▶ **PROBLEM DETAILS**
From the records that follow, copy every line that contains the word "nodes".
· · · · · · ·
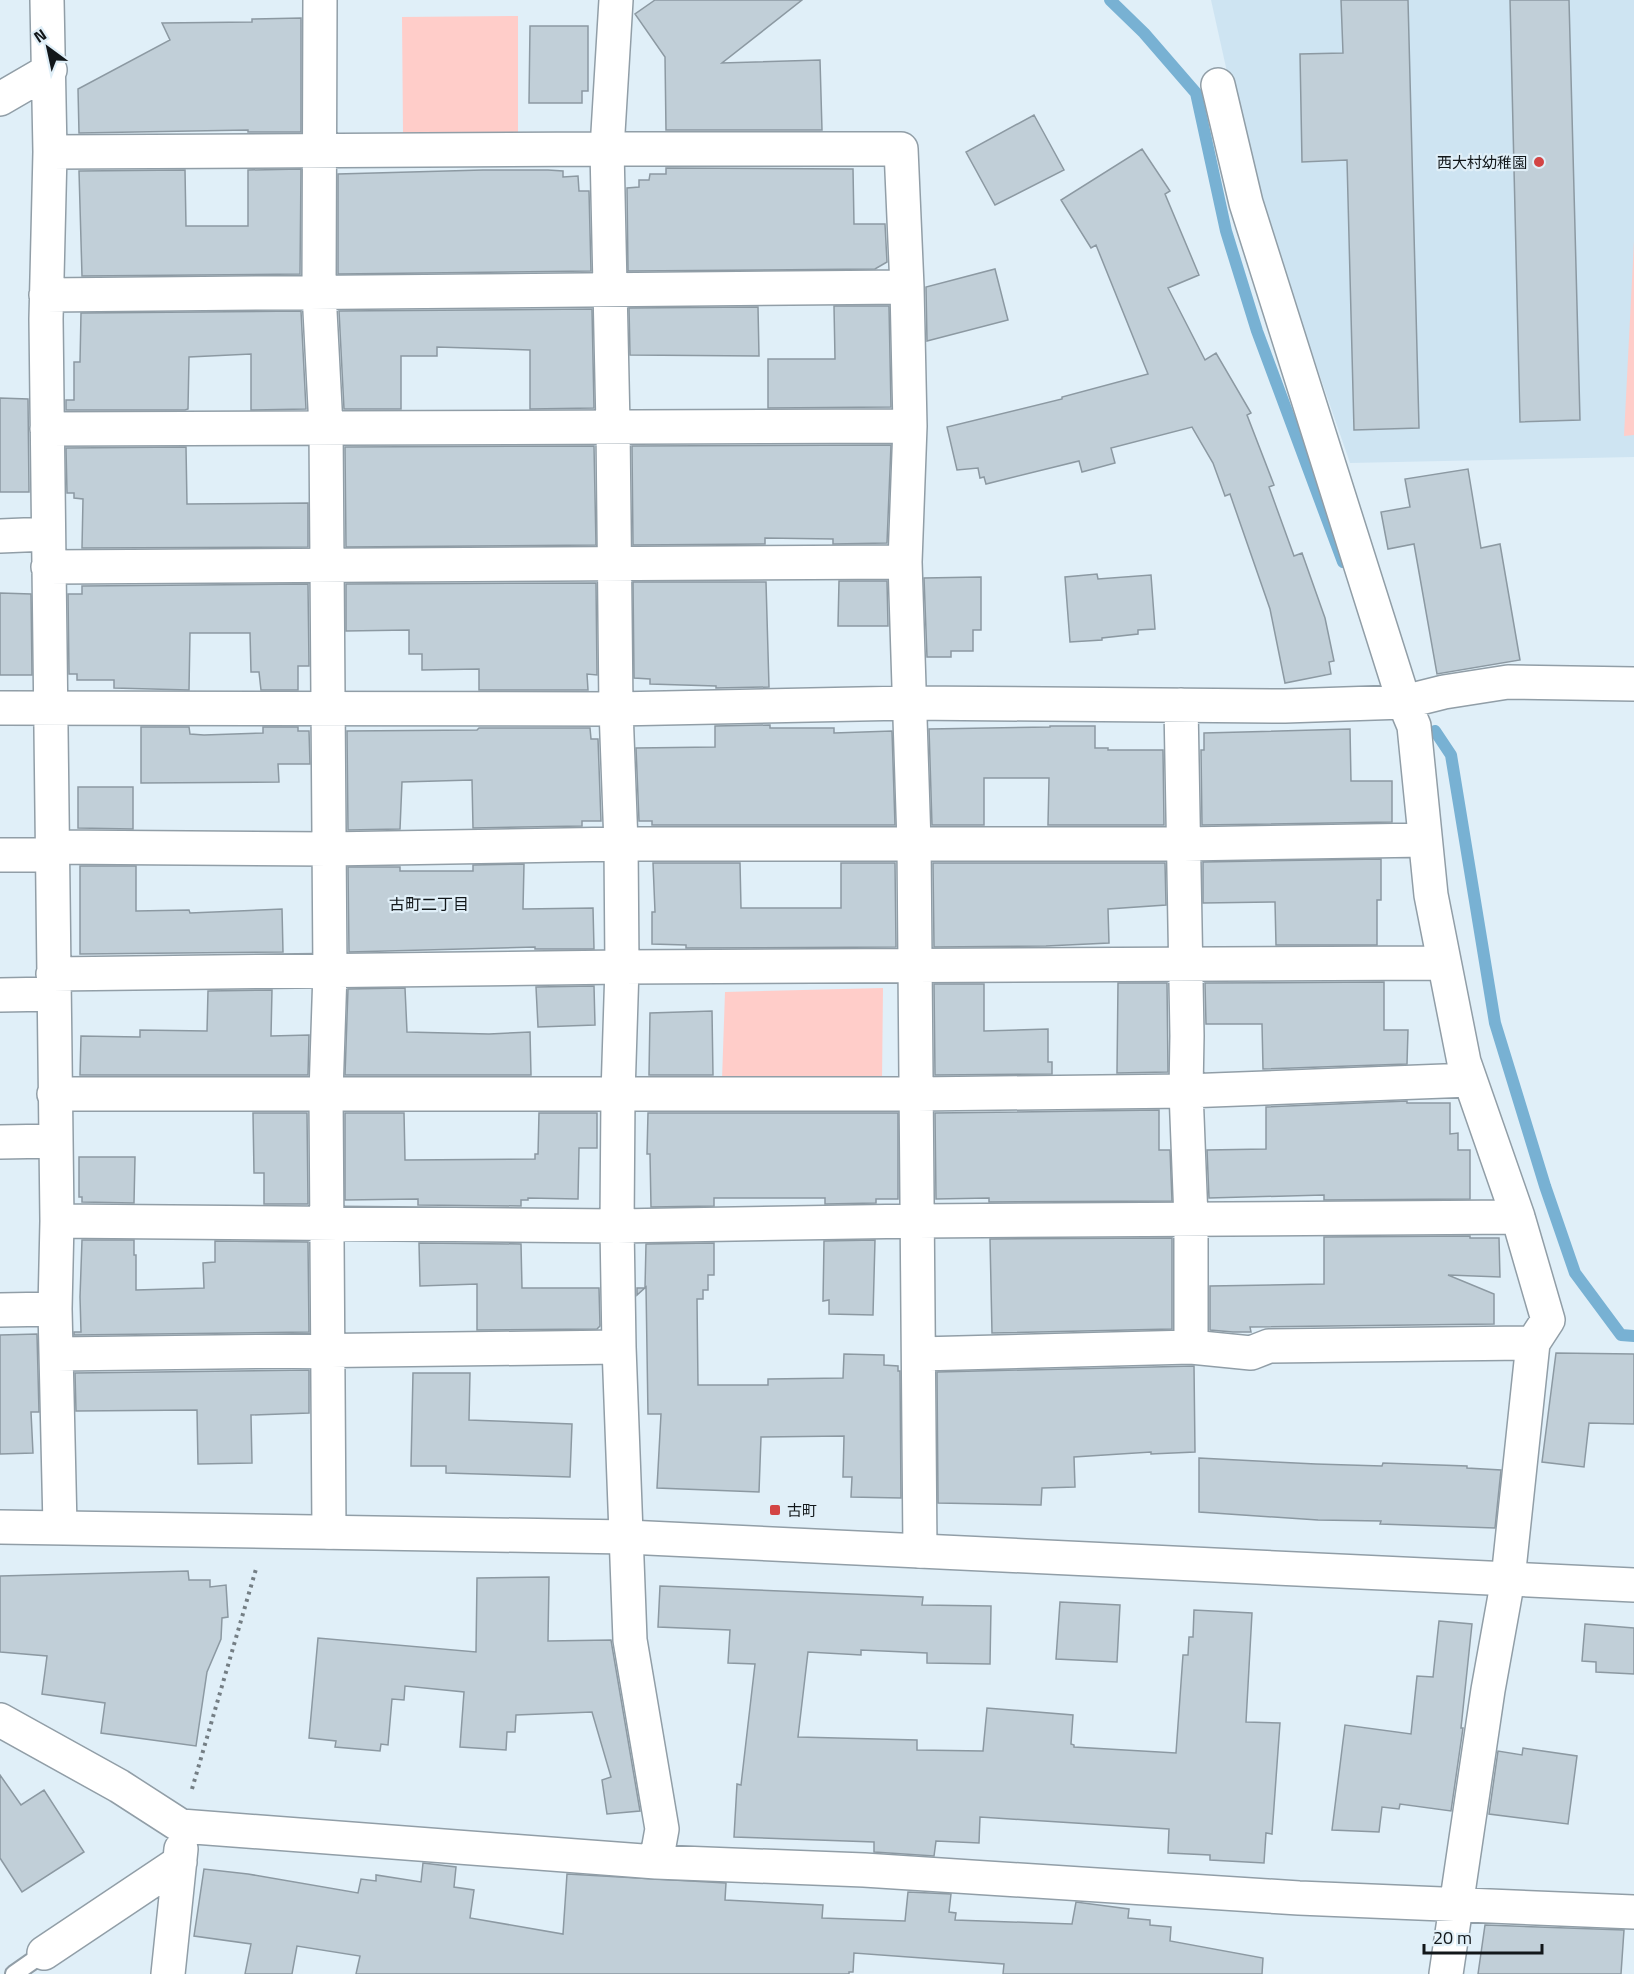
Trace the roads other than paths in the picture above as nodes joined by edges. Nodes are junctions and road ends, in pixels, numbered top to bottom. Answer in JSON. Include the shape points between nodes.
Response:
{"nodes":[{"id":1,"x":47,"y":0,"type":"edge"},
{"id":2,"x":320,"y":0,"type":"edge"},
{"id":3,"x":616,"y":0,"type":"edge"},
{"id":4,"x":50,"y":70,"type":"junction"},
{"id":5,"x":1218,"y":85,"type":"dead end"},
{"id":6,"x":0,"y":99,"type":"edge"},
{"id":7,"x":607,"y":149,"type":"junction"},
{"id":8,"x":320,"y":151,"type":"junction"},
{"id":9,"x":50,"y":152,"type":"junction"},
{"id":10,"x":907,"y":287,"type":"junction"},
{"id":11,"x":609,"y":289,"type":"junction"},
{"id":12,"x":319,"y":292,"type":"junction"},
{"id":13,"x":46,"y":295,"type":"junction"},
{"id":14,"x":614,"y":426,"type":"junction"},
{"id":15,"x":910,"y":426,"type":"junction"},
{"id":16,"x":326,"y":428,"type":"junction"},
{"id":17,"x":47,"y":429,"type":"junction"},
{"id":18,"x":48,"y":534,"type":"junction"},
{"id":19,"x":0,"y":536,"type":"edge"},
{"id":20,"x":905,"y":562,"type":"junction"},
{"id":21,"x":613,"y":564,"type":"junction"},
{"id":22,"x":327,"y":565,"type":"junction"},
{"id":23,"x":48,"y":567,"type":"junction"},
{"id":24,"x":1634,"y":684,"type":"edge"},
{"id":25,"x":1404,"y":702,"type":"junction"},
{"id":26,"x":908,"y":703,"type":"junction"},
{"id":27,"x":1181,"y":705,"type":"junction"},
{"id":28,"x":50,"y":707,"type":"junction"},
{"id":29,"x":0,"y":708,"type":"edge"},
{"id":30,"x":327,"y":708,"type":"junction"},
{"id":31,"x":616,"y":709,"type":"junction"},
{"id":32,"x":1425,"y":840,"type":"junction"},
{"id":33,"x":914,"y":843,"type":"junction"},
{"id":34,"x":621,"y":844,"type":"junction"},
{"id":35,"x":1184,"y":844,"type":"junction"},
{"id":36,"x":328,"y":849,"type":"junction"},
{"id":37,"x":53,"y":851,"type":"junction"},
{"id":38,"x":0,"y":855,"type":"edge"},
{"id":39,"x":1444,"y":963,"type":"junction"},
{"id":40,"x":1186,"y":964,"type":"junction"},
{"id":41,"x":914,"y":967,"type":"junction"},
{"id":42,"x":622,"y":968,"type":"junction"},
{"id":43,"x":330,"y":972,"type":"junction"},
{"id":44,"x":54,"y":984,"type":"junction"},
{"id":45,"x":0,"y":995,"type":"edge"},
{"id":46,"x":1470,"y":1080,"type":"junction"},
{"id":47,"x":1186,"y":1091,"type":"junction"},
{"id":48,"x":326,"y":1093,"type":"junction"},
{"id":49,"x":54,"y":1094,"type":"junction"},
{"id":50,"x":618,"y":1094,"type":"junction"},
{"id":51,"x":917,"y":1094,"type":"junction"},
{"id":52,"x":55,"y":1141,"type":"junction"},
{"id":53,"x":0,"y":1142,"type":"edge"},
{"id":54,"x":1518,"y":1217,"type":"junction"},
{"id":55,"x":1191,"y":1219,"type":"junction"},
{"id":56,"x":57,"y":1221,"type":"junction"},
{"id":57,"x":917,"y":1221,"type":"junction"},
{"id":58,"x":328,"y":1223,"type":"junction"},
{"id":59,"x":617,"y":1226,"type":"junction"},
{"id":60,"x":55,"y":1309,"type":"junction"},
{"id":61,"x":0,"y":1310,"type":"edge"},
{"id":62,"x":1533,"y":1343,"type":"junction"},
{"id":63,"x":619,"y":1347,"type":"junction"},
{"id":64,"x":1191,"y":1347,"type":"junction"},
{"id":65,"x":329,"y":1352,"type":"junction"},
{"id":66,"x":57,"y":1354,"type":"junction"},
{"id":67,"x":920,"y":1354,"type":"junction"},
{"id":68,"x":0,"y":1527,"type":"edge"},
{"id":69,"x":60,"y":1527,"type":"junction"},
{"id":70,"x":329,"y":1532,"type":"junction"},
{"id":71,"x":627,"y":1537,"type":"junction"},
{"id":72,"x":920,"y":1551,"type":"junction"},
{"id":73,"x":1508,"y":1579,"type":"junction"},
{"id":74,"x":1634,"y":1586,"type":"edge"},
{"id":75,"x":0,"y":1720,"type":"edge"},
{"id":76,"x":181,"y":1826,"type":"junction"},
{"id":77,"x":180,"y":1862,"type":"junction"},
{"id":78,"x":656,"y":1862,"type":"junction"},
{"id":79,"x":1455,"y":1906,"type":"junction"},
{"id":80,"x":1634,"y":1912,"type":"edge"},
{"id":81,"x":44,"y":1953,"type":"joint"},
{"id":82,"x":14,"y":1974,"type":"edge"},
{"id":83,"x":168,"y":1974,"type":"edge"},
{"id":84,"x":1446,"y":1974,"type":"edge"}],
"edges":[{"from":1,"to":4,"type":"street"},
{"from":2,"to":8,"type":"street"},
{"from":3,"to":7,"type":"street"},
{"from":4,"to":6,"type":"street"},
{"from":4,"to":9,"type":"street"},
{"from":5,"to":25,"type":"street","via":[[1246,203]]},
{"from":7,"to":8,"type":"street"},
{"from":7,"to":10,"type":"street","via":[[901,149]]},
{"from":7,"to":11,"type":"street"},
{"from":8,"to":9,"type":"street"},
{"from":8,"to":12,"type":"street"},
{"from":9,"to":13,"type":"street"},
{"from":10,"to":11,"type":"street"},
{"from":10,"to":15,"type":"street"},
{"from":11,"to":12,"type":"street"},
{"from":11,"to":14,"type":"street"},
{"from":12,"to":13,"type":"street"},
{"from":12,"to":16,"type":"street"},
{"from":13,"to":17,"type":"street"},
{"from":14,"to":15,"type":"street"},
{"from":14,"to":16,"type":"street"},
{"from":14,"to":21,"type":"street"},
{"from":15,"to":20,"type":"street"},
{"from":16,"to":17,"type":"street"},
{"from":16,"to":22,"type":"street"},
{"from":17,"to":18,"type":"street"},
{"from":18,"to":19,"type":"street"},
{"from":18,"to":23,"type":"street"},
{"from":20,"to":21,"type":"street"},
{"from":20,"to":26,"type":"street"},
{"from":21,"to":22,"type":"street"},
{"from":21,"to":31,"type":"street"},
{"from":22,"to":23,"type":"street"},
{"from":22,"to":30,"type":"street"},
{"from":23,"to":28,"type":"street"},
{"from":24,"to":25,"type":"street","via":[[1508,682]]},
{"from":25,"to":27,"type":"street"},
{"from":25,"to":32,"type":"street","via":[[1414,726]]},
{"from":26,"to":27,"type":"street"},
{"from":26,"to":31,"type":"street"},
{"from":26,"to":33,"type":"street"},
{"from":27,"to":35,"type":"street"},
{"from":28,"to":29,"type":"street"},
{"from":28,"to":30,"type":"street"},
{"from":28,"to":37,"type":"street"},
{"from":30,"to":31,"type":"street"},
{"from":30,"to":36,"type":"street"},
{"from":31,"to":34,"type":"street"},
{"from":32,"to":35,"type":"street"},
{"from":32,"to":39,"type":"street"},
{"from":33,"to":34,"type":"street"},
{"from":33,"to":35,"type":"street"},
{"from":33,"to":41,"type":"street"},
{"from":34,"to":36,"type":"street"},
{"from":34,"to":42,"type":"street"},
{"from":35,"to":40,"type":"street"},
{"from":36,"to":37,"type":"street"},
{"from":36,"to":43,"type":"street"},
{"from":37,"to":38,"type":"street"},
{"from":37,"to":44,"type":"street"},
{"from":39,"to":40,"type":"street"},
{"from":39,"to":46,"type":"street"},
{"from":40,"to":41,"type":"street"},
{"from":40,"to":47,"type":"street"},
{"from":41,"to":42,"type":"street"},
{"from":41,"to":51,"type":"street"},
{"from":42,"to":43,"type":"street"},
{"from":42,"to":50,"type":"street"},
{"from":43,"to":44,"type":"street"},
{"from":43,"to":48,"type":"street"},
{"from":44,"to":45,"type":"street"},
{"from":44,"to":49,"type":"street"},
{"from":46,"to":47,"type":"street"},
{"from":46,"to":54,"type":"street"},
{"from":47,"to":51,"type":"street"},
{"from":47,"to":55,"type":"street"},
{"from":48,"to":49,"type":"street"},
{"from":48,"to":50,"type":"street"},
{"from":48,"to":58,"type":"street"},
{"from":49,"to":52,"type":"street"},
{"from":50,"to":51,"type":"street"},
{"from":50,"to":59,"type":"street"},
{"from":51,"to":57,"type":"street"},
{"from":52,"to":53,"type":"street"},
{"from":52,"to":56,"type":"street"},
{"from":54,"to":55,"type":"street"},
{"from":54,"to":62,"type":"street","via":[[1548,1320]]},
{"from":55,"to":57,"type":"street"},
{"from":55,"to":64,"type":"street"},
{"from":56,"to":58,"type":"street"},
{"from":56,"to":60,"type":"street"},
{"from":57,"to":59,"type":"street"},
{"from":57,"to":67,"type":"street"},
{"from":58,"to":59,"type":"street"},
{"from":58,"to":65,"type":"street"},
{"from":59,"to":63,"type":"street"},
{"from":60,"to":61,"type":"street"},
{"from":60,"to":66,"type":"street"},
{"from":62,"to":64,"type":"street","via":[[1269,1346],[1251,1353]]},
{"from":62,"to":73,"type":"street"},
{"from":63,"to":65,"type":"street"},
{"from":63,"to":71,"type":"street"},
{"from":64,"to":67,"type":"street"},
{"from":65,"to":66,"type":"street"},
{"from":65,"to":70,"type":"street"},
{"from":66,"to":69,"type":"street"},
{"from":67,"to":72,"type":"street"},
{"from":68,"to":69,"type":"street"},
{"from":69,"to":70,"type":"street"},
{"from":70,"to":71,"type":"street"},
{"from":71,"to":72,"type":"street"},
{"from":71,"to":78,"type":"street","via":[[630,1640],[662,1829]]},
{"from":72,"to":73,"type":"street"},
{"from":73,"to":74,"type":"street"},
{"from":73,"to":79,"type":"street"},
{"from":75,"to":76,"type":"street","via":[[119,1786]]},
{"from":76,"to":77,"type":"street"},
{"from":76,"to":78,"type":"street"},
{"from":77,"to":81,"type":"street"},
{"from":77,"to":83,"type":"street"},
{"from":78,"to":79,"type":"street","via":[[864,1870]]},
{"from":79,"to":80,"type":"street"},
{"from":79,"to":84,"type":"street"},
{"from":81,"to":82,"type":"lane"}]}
· · · · · · ·
▶ **RESULT FOR THIS TASK**
Trace the roads other than paths in the picture above as nodes joined by edges. Nodes are junctions and road ends, in pixels, numbered top to bottom. Answer in JSON. Include the shape points between nodes.
{"nodes":[{"id":1,"x":47,"y":0,"type":"edge"},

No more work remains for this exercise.